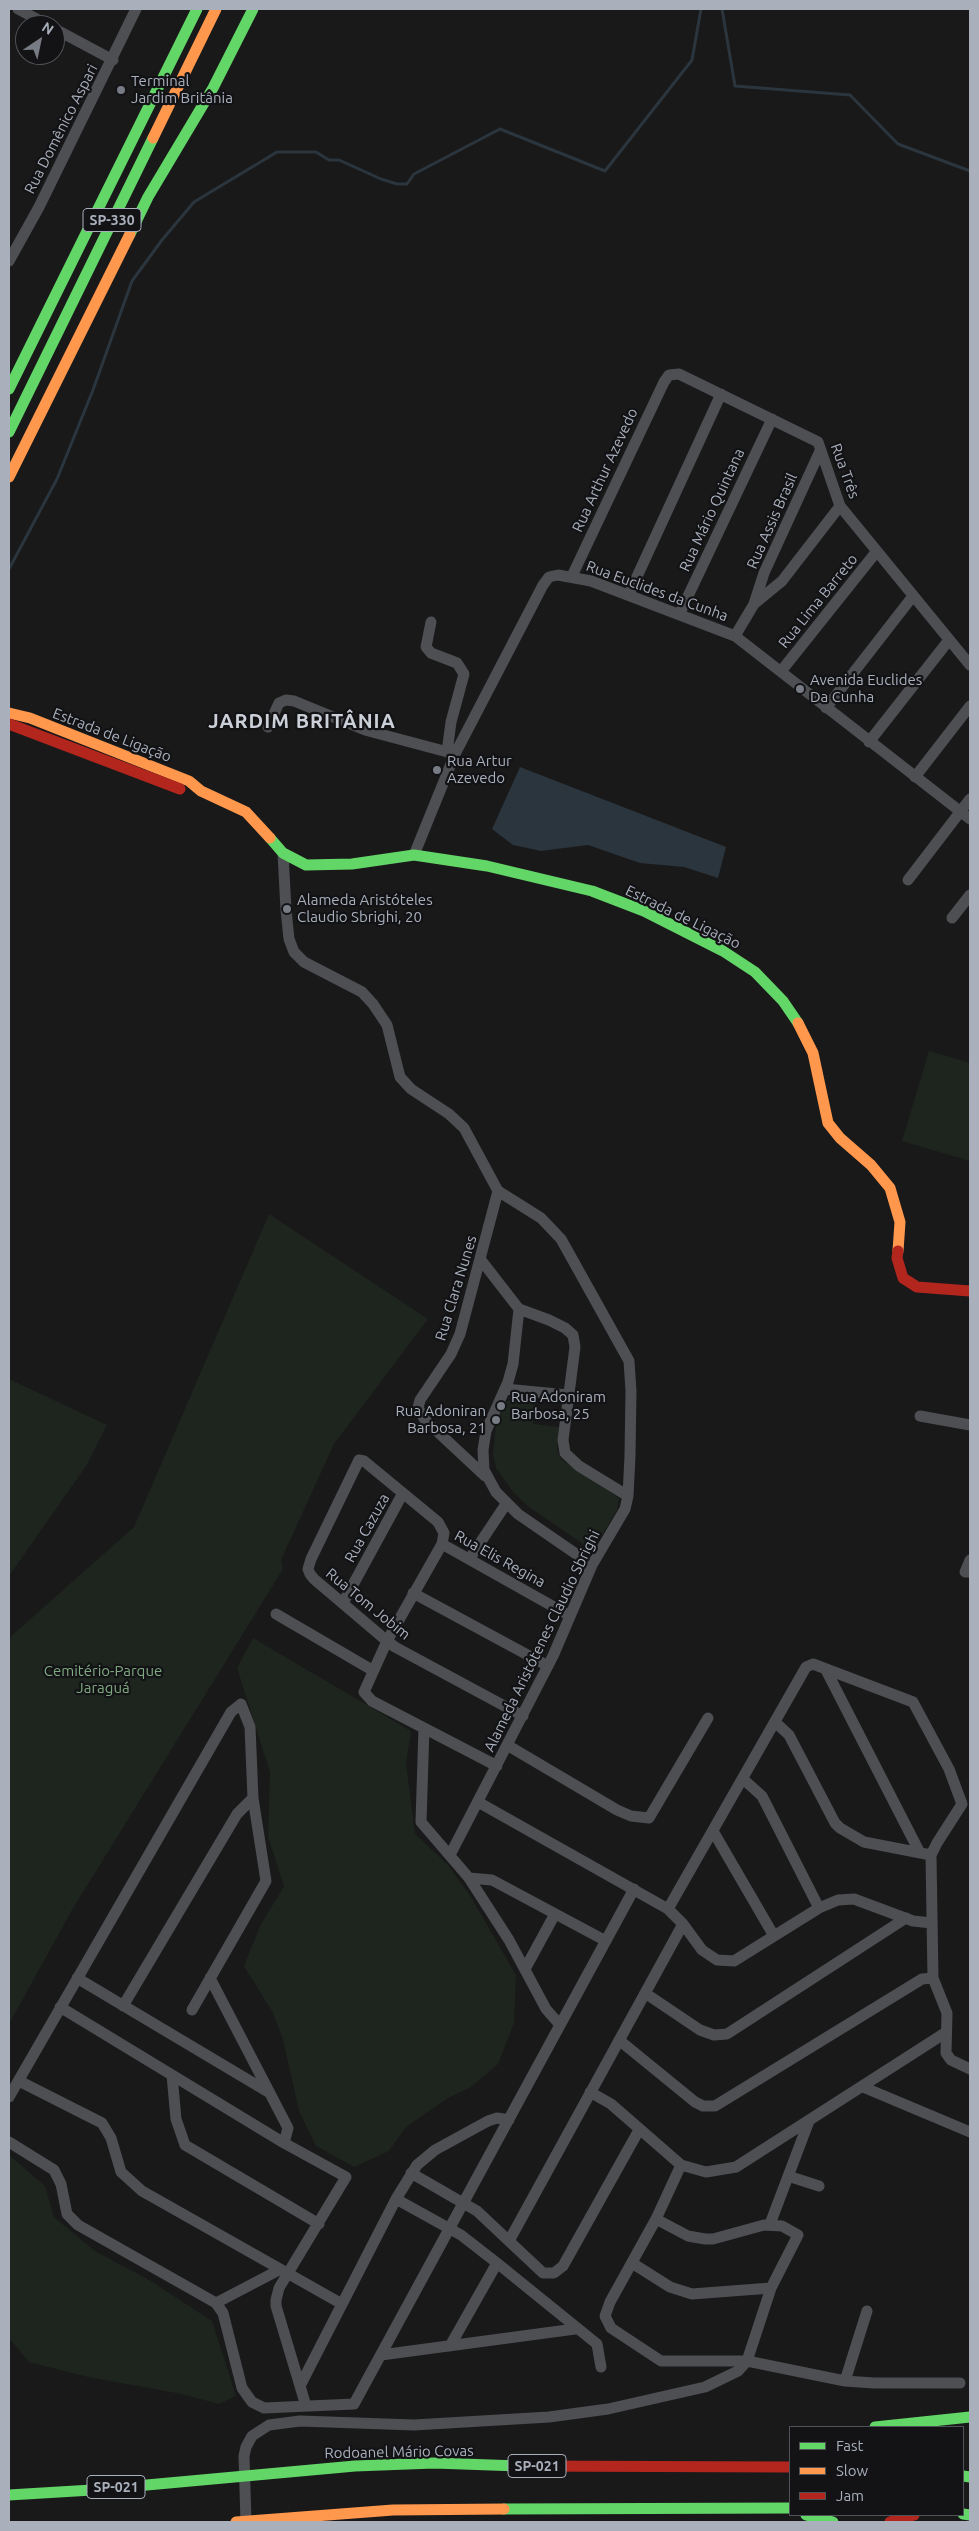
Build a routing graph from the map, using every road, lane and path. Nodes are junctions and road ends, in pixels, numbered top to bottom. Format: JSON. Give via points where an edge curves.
{"nodes":[{"id":1,"x":18,"y":9,"type":"edge"},
{"id":2,"x":136,"y":9,"type":"edge"},
{"id":3,"x":197,"y":9,"type":"edge"},
{"id":4,"x":216,"y":9,"type":"edge"},
{"id":5,"x":253,"y":9,"type":"edge"},
{"id":6,"x":29,"y":15,"type":"edge"},
{"id":7,"x":65,"y":34,"type":"edge"},
{"id":8,"x":113,"y":60,"type":"junction"},
{"id":9,"x":9,"y":260,"type":"edge"},
{"id":10,"x":666,"y":378,"type":"joint"},
{"id":11,"x":9,"y":389,"type":"edge"},
{"id":12,"x":720,"y":394,"type":"junction"},
{"id":13,"x":772,"y":419,"type":"junction"},
{"id":14,"x":9,"y":432,"type":"edge"},
{"id":15,"x":820,"y":451,"type":"junction"},
{"id":16,"x":9,"y":477,"type":"edge"},
{"id":17,"x":840,"y":506,"type":"junction"},
{"id":18,"x":877,"y":552,"type":"junction"},
{"id":19,"x":572,"y":576,"type":"junction"},
{"id":20,"x":629,"y":594,"type":"junction"},
{"id":21,"x":913,"y":596,"type":"junction"},
{"id":22,"x":754,"y":604,"type":"junction"},
{"id":23,"x":680,"y":614,"type":"junction"},
{"id":24,"x":431,"y":622,"type":"dead end"},
{"id":25,"x":735,"y":636,"type":"junction"},
{"id":26,"x":949,"y":640,"type":"junction"},
{"id":27,"x":970,"y":664,"type":"edge"},
{"id":28,"x":782,"y":670,"type":"junction"},
{"id":29,"x":970,"y":706,"type":"edge"},
{"id":30,"x":826,"y":708,"type":"junction"},
{"id":31,"x":9,"y":713,"type":"edge"},
{"id":32,"x":9,"y":724,"type":"edge"},
{"id":33,"x":268,"y":727,"type":"dead end"},
{"id":34,"x":869,"y":742,"type":"junction"},
{"id":35,"x":451,"y":753,"type":"junction"},
{"id":36,"x":915,"y":777,"type":"junction"},
{"id":37,"x":201,"y":791,"type":"junction"},
{"id":38,"x":970,"y":799,"type":"edge"},
{"id":39,"x":961,"y":812,"type":"junction"},
{"id":40,"x":970,"y":819,"type":"edge"},
{"id":41,"x":282,"y":853,"type":"junction"},
{"id":42,"x":414,"y":855,"type":"junction"},
{"id":43,"x":908,"y":880,"type":"dead end"},
{"id":44,"x":970,"y":895,"type":"edge"},
{"id":45,"x":952,"y":918,"type":"dead end"},
{"id":46,"x":498,"y":1192,"type":"junction"},
{"id":47,"x":481,"y":1260,"type":"junction"},
{"id":48,"x":970,"y":1291,"type":"edge"},
{"id":49,"x":519,"y":1309,"type":"junction"},
{"id":50,"x":506,"y":1389,"type":"junction"},
{"id":51,"x":568,"y":1395,"type":"junction"},
{"id":52,"x":920,"y":1416,"type":"dead end"},
{"id":53,"x":970,"y":1425,"type":"edge"},
{"id":54,"x":485,"y":1476,"type":"junction"},
{"id":55,"x":403,"y":1493,"type":"junction"},
{"id":56,"x":628,"y":1496,"type":"junction"},
{"id":57,"x":506,"y":1504,"type":"junction"},
{"id":58,"x":442,"y":1544,"type":"junction"},
{"id":59,"x":470,"y":1558,"type":"junction"},
{"id":60,"x":970,"y":1560,"type":"edge"},
{"id":61,"x":592,"y":1565,"type":"junction"},
{"id":62,"x":970,"y":1572,"type":"edge"},
{"id":63,"x":413,"y":1593,"type":"junction"},
{"id":64,"x":343,"y":1603,"type":"junction"},
{"id":65,"x":276,"y":1614,"type":"dead end"},
{"id":66,"x":570,"y":1616,"type":"junction"},
{"id":67,"x":387,"y":1641,"type":"junction"},
{"id":68,"x":548,"y":1666,"type":"junction"},
{"id":69,"x":372,"y":1670,"type":"junction"},
{"id":70,"x":826,"y":1670,"type":"junction"},
{"id":71,"x":523,"y":1716,"type":"junction"},
{"id":72,"x":708,"y":1718,"type":"dead end"},
{"id":73,"x":775,"y":1722,"type":"junction"},
{"id":74,"x":424,"y":1728,"type":"junction"},
{"id":75,"x":508,"y":1745,"type":"junction"},
{"id":76,"x":497,"y":1766,"type":"junction"},
{"id":77,"x":743,"y":1779,"type":"junction"},
{"id":78,"x":253,"y":1798,"type":"junction"},
{"id":79,"x":478,"y":1802,"type":"junction"},
{"id":80,"x":713,"y":1831,"type":"junction"},
{"id":81,"x":926,"y":1854,"type":"junction"},
{"id":82,"x":450,"y":1855,"type":"junction"},
{"id":83,"x":470,"y":1878,"type":"junction"},
{"id":84,"x":634,"y":1889,"type":"junction"},
{"id":85,"x":668,"y":1908,"type":"junction"},
{"id":86,"x":818,"y":1908,"type":"junction"},
{"id":87,"x":555,"y":1914,"type":"junction"},
{"id":88,"x":906,"y":1918,"type":"junction"},
{"id":89,"x":932,"y":1923,"type":"junction"},
{"id":90,"x":683,"y":1924,"type":"junction"},
{"id":91,"x":774,"y":1936,"type":"junction"},
{"id":92,"x":606,"y":1941,"type":"junction"},
{"id":93,"x":525,"y":1969,"type":"junction"},
{"id":94,"x":77,"y":1978,"type":"junction"},
{"id":95,"x":210,"y":1978,"type":"junction"},
{"id":96,"x":933,"y":1978,"type":"junction"},
{"id":97,"x":645,"y":1993,"type":"junction"},
{"id":98,"x":123,"y":2006,"type":"junction"},
{"id":99,"x":60,"y":2007,"type":"junction"},
{"id":100,"x":192,"y":2010,"type":"dead end"},
{"id":101,"x":560,"y":2025,"type":"junction"},
{"id":102,"x":945,"y":2033,"type":"junction"},
{"id":103,"x":619,"y":2040,"type":"junction"},
{"id":104,"x":970,"y":2069,"type":"edge"},
{"id":105,"x":172,"y":2075,"type":"junction"},
{"id":106,"x":19,"y":2081,"type":"junction"},
{"id":107,"x":863,"y":2087,"type":"junction"},
{"id":108,"x":590,"y":2092,"type":"junction"},
{"id":109,"x":270,"y":2093,"type":"junction"},
{"id":110,"x":9,"y":2096,"type":"edge"},
{"id":111,"x":509,"y":2120,"type":"junction"},
{"id":112,"x":808,"y":2121,"type":"junction"},
{"id":113,"x":639,"y":2130,"type":"junction"},
{"id":114,"x":970,"y":2132,"type":"edge"},
{"id":115,"x":9,"y":2142,"type":"edge"},
{"id":116,"x":284,"y":2143,"type":"junction"},
{"id":117,"x":682,"y":2165,"type":"junction"},
{"id":118,"x":411,"y":2173,"type":"junction"},
{"id":119,"x":788,"y":2176,"type":"junction"},
{"id":120,"x":819,"y":2186,"type":"dead end"},
{"id":121,"x":396,"y":2199,"type":"junction"},
{"id":122,"x":464,"y":2203,"type":"junction"},
{"id":123,"x":656,"y":2219,"type":"junction"},
{"id":124,"x":319,"y":2224,"type":"junction"},
{"id":125,"x":770,"y":2224,"type":"junction"},
{"id":126,"x":450,"y":2229,"type":"junction"},
{"id":127,"x":509,"y":2240,"type":"junction"},
{"id":128,"x":497,"y":2263,"type":"junction"},
{"id":129,"x":632,"y":2263,"type":"junction"},
{"id":130,"x":283,"y":2272,"type":"junction"},
{"id":131,"x":771,"y":2288,"type":"junction"},
{"id":132,"x":216,"y":2303,"type":"junction"},
{"id":133,"x":342,"y":2304,"type":"junction"},
{"id":134,"x":867,"y":2312,"type":"dead end"},
{"id":135,"x":575,"y":2329,"type":"junction"},
{"id":136,"x":450,"y":2346,"type":"junction"},
{"id":137,"x":381,"y":2355,"type":"junction"},
{"id":138,"x":747,"y":2361,"type":"junction"},
{"id":139,"x":601,"y":2367,"type":"dead end"},
{"id":140,"x":844,"y":2381,"type":"junction"},
{"id":141,"x":960,"y":2383,"type":"dead end"},
{"id":142,"x":300,"y":2386,"type":"junction"},
{"id":143,"x":306,"y":2406,"type":"junction"},
{"id":144,"x":970,"y":2417,"type":"edge"},
{"id":145,"x":886,"y":2426,"type":"edge"},
{"id":146,"x":788,"y":2467,"type":"edge"},
{"id":147,"x":9,"y":2495,"type":"edge"},
{"id":148,"x":787,"y":2509,"type":"edge"},
{"id":149,"x":810,"y":2516,"type":"edge"},
{"id":150,"x":911,"y":2516,"type":"edge"},
{"id":151,"x":236,"y":2522,"type":"edge"},
{"id":152,"x":246,"y":2522,"type":"edge"},
{"id":153,"x":833,"y":2522,"type":"edge"},
{"id":154,"x":890,"y":2522,"type":"edge"}],
"edges":[{"from":1,"to":6,"type":"street"},
{"from":2,"to":8,"type":"street","name":"Rua Domênico Aspari"},
{"from":3,"to":11,"type":"main road","number":"SP-330"},
{"from":4,"to":14,"type":"main road","number":"SP-330"},
{"from":5,"to":16,"type":"main road","via":[[213,88],[148,197]]},
{"from":7,"to":8,"type":"street"},
{"from":8,"to":9,"type":"street","name":"Rua Domênico Aspari"},
{"from":10,"to":12,"type":"street","name":"Rua Três","via":[[673,373],[679,374]]},
{"from":10,"to":19,"type":"street","name":"Rua Arthur Azevedo"},
{"from":12,"to":13,"type":"street","name":"Rua Três"},
{"from":12,"to":20,"type":"street"},
{"from":13,"to":15,"type":"street","name":"Rua Três","via":[[816,440]]},
{"from":13,"to":23,"type":"street","name":"Rua Mário Quintana"},
{"from":15,"to":17,"type":"street","name":"Rua Três"},
{"from":15,"to":22,"type":"street","name":"Rua Assis Brasil","via":[[764,573]]},
{"from":17,"to":18,"type":"street","name":"Rua Três"},
{"from":17,"to":22,"type":"street","via":[[782,581]]},
{"from":18,"to":21,"type":"street","name":"Rua Três"},
{"from":18,"to":28,"type":"street","name":"Rua Lima Barreto"},
{"from":19,"to":20,"type":"street","name":"Rua Euclides da Cunha"},
{"from":19,"to":35,"type":"street","name":"Rua Euclides da Cunha","via":[[549,577],[542,585]]},
{"from":20,"to":23,"type":"street","name":"Rua Euclides da Cunha"},
{"from":21,"to":26,"type":"street","name":"Rua Três"},
{"from":21,"to":30,"type":"street"},
{"from":22,"to":25,"type":"street"},
{"from":23,"to":25,"type":"street","name":"Rua Euclides da Cunha"},
{"from":24,"to":35,"type":"street","via":[[426,648],[457,663],[464,674],[451,722]]},
{"from":25,"to":28,"type":"street","name":"Rua Euclides da Cunha"},
{"from":26,"to":27,"type":"street","name":"Rua Três"},
{"from":26,"to":34,"type":"street"},
{"from":28,"to":30,"type":"street","name":"Rua Euclides da Cunha"},
{"from":29,"to":36,"type":"street"},
{"from":30,"to":34,"type":"street","name":"Rua Euclides da Cunha"},
{"from":31,"to":37,"type":"main road","name":"Estrada de Ligação","via":[[30,718],[189,781]]},
{"from":32,"to":37,"type":"main road","name":"Estrada de Ligação","via":[[185,791]]},
{"from":33,"to":35,"type":"street","via":[[279,703],[294,700],[365,730]]},
{"from":34,"to":36,"type":"street","name":"Rua Euclides da Cunha"},
{"from":35,"to":42,"type":"street","name":"Rua Euclides da Cunha"},
{"from":36,"to":39,"type":"street","name":"Rua Euclides da Cunha"},
{"from":37,"to":41,"type":"main road","name":"Estrada de Ligação","via":[[246,812]]},
{"from":38,"to":39,"type":"street"},
{"from":39,"to":40,"type":"street","name":"Rua Euclides da Cunha"},
{"from":39,"to":43,"type":"street"},
{"from":41,"to":42,"type":"main road","name":"Estrada de Ligação","via":[[306,864],[321,866]]},
{"from":41,"to":46,"type":"street","via":[[288,929],[294,952],[304,962],[362,992],[373,1004],[387,1025],[400,1077],[411,1089],[464,1128]]},
{"from":42,"to":48,"type":"main road","name":"Estrada de Ligação","via":[[487,866],[592,891],[644,911],[723,951],[755,972],[783,1001],[814,1053],[828,1123],[890,1188],[900,1222],[897,1258],[903,1278],[917,1287]]},
{"from":44,"to":45,"type":"street"},
{"from":46,"to":47,"type":"street","name":"Rua Clara Nunes"},
{"from":46,"to":56,"type":"street","name":"Alameda Aristótenes Claudio Sbrighi","via":[[541,1218],[561,1238],[629,1361],[632,1391]]},
{"from":47,"to":49,"type":"street"},
{"from":47,"to":54,"type":"street","name":"Rua Clara Nunes","via":[[456,1343],[418,1408],[425,1420]]},
{"from":49,"to":50,"type":"street","via":[[513,1364]]},
{"from":49,"to":51,"type":"street","via":[[558,1324],[573,1335],[575,1347]]},
{"from":50,"to":51,"type":"street"},
{"from":50,"to":54,"type":"street","via":[[486,1431],[483,1450]]},
{"from":51,"to":56,"type":"street","via":[[563,1440],[565,1454]]},
{"from":52,"to":53,"type":"street"},
{"from":54,"to":57,"type":"street"},
{"from":55,"to":58,"type":"street","via":[[441,1525],[444,1532]]},
{"from":55,"to":64,"type":"street","name":"Rua Cazuza"},
{"from":55,"to":64,"type":"street","name":"Rua Tom Jobim","via":[[362,1460],[358,1461],[308,1569],[314,1579]]},
{"from":56,"to":61,"type":"street","name":"Alameda Aristótenes Claudio Sbrighi","via":[[625,1509]]},
{"from":57,"to":59,"type":"street"},
{"from":57,"to":61,"type":"street"},
{"from":58,"to":59,"type":"street","name":"Rua Elis Regina"},
{"from":58,"to":63,"type":"street"},
{"from":59,"to":66,"type":"street","name":"Rua Elis Regina"},
{"from":60,"to":62,"type":"street","via":[[966,1572]]},
{"from":61,"to":66,"type":"street","name":"Alameda Aristótenes Claudio Sbrighi"},
{"from":63,"to":67,"type":"street"},
{"from":63,"to":68,"type":"street"},
{"from":64,"to":67,"type":"street","name":"Rua Tom Jobim"},
{"from":65,"to":69,"type":"street"},
{"from":66,"to":68,"type":"street","name":"Alameda Aristótenes Claudio Sbrighi"},
{"from":67,"to":69,"type":"street"},
{"from":67,"to":71,"type":"street","name":"Rua Tom Jobim"},
{"from":68,"to":71,"type":"street","name":"Alameda Aristótenes Claudio Sbrighi"},
{"from":69,"to":74,"type":"street","via":[[364,1692],[368,1699]]},
{"from":70,"to":73,"type":"street","via":[[813,1664],[806,1667]]},
{"from":70,"to":81,"type":"street"},
{"from":70,"to":81,"type":"street","via":[[913,1702],[949,1769],[962,1804]]},
{"from":71,"to":75,"type":"street","name":"Alameda Aristótenes Claudio Sbrighi"},
{"from":72,"to":75,"type":"street","via":[[649,1818],[630,1816],[617,1810]]},
{"from":73,"to":77,"type":"street"},
{"from":73,"to":81,"type":"street","via":[[789,1735],[840,1828],[864,1842]]},
{"from":74,"to":76,"type":"street"},
{"from":74,"to":82,"type":"street","via":[[422,1822]]},
{"from":75,"to":76,"type":"street","name":"Alameda Aristótenes Claudio Sbrighi"},
{"from":76,"to":79,"type":"street","name":"Alameda Aristótenes Claudio Sbrighi"},
{"from":77,"to":80,"type":"street"},
{"from":77,"to":86,"type":"street","via":[[762,1796]]},
{"from":78,"to":94,"type":"street","via":[[250,1727],[241,1704],[231,1712]]},
{"from":78,"to":95,"type":"street","via":[[266,1881]]},
{"from":78,"to":98,"type":"street","via":[[236,1814]]},
{"from":79,"to":82,"type":"street","name":"Alameda Aristótenes Claudio Sbrighi"},
{"from":79,"to":84,"type":"street"},
{"from":80,"to":85,"type":"street"},
{"from":80,"to":91,"type":"street"},
{"from":81,"to":89,"type":"street"},
{"from":82,"to":83,"type":"street"},
{"from":83,"to":87,"type":"street","via":[[492,1880]]},
{"from":83,"to":93,"type":"street"},
{"from":84,"to":85,"type":"street"},
{"from":84,"to":92,"type":"street"},
{"from":85,"to":90,"type":"street"},
{"from":86,"to":88,"type":"street","via":[[838,1900],[854,1899]]},
{"from":86,"to":91,"type":"street"},
{"from":87,"to":92,"type":"street"},
{"from":87,"to":93,"type":"street"},
{"from":88,"to":89,"type":"street"},
{"from":88,"to":97,"type":"street","via":[[727,2034],[714,2035],[700,2030]]},
{"from":89,"to":96,"type":"street"},
{"from":90,"to":91,"type":"street","via":[[702,1950],[723,1961],[734,1961]]},
{"from":90,"to":97,"type":"street"},
{"from":92,"to":101,"type":"street"},
{"from":93,"to":101,"type":"street","via":[[546,2009]]},
{"from":94,"to":98,"type":"street"},
{"from":94,"to":99,"type":"street"},
{"from":95,"to":100,"type":"street"},
{"from":95,"to":109,"type":"street"},
{"from":96,"to":102,"type":"street","via":[[947,2013]]},
{"from":96,"to":103,"type":"street","via":[[922,1979],[715,2106],[695,2102]]},
{"from":97,"to":103,"type":"street"},
{"from":98,"to":109,"type":"street"},
{"from":99,"to":105,"type":"street"},
{"from":99,"to":106,"type":"street"},
{"from":101,"to":111,"type":"street"},
{"from":102,"to":104,"type":"street","via":[[946,2053],[951,2060]]},
{"from":102,"to":107,"type":"street"},
{"from":103,"to":108,"type":"street"},
{"from":105,"to":116,"type":"street"},
{"from":105,"to":124,"type":"street","via":[[176,2119],[184,2145]]},
{"from":106,"to":110,"type":"street"},
{"from":106,"to":130,"type":"street","via":[[102,2123],[111,2138],[121,2172],[142,2191]]},
{"from":107,"to":112,"type":"street"},
{"from":107,"to":114,"type":"street"},
{"from":108,"to":113,"type":"street","via":[[610,2104]]},
{"from":108,"to":127,"type":"street"},
{"from":109,"to":116,"type":"street","via":[[288,2128]]},
{"from":111,"to":118,"type":"street","via":[[497,2118],[488,2121],[430,2154]]},
{"from":111,"to":122,"type":"street"},
{"from":112,"to":117,"type":"street","via":[[736,2167],[706,2172]]},
{"from":112,"to":119,"type":"street"},
{"from":113,"to":117,"type":"street"},
{"from":113,"to":127,"type":"street","via":[[563,2266],[554,2273],[543,2272]]},
{"from":115,"to":132,"type":"street","via":[[54,2170],[61,2184],[67,2214],[78,2225]]},
{"from":116,"to":124,"type":"street","via":[[346,2177]]},
{"from":117,"to":123,"type":"street"},
{"from":118,"to":121,"type":"street"},
{"from":118,"to":122,"type":"street"},
{"from":119,"to":120,"type":"street"},
{"from":119,"to":125,"type":"street"},
{"from":121,"to":126,"type":"street"},
{"from":121,"to":133,"type":"street"},
{"from":122,"to":126,"type":"street"},
{"from":122,"to":127,"type":"street"},
{"from":123,"to":125,"type":"street","via":[[688,2236],[705,2239]]},
{"from":123,"to":129,"type":"street"},
{"from":124,"to":130,"type":"street"},
{"from":125,"to":131,"type":"street","via":[[798,2235]]},
{"from":126,"to":128,"type":"street"},
{"from":126,"to":137,"type":"street"},
{"from":128,"to":135,"type":"street"},
{"from":128,"to":136,"type":"street"},
{"from":129,"to":131,"type":"street","via":[[670,2287],[692,2294]]},
{"from":129,"to":138,"type":"street","via":[[605,2316],[611,2328],[661,2361]]},
{"from":130,"to":132,"type":"street"},
{"from":130,"to":133,"type":"street"},
{"from":130,"to":142,"type":"street","via":[[276,2306]]},
{"from":131,"to":138,"type":"street"},
{"from":132,"to":143,"type":"street","via":[[223,2313],[242,2388],[248,2398],[264,2408]]},
{"from":133,"to":142,"type":"street"},
{"from":134,"to":140,"type":"street"},
{"from":135,"to":136,"type":"street"},
{"from":135,"to":139,"type":"street","via":[[596,2344]]},
{"from":136,"to":137,"type":"street"},
{"from":137,"to":143,"type":"street","via":[[354,2404]]},
{"from":138,"to":140,"type":"street"},
{"from":138,"to":152,"type":"street","via":[[738,2371],[705,2387],[608,2409],[549,2417],[414,2425],[300,2421],[269,2425],[252,2436],[246,2447]]},
{"from":140,"to":141,"type":"street"},
{"from":142,"to":143,"type":"street"},
{"from":144,"to":145,"type":"main road"},
{"from":146,"to":147,"type":"main road","name":"Rodoanel Mário Covas","number":"SP-021","via":[[434,2463],[283,2471]]},
{"from":148,"to":151,"type":"main road","via":[[403,2510]]},
{"from":149,"to":153,"type":"main road"},
{"from":150,"to":154,"type":"main road"}]}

┄┄┄┄┄┄

• TRY IT
The lines you need are those containing "Euclides"; find them in the records and copy them.

• WRITTEN SOLUTION
{"from":19,"to":20,"type":"street","name":"Rua Euclides da Cunha"},
{"from":19,"to":35,"type":"street","name":"Rua Euclides da Cunha","via":[[549,577],[542,585]]},
{"from":20,"to":23,"type":"street","name":"Rua Euclides da Cunha"},
{"from":23,"to":25,"type":"street","name":"Rua Euclides da Cunha"},
{"from":25,"to":28,"type":"street","name":"Rua Euclides da Cunha"},
{"from":28,"to":30,"type":"street","name":"Rua Euclides da Cunha"},
{"from":30,"to":34,"type":"street","name":"Rua Euclides da Cunha"},
{"from":34,"to":36,"type":"street","name":"Rua Euclides da Cunha"},
{"from":35,"to":42,"type":"street","name":"Rua Euclides da Cunha"},
{"from":36,"to":39,"type":"street","name":"Rua Euclides da Cunha"},
{"from":39,"to":40,"type":"street","name":"Rua Euclides da Cunha"},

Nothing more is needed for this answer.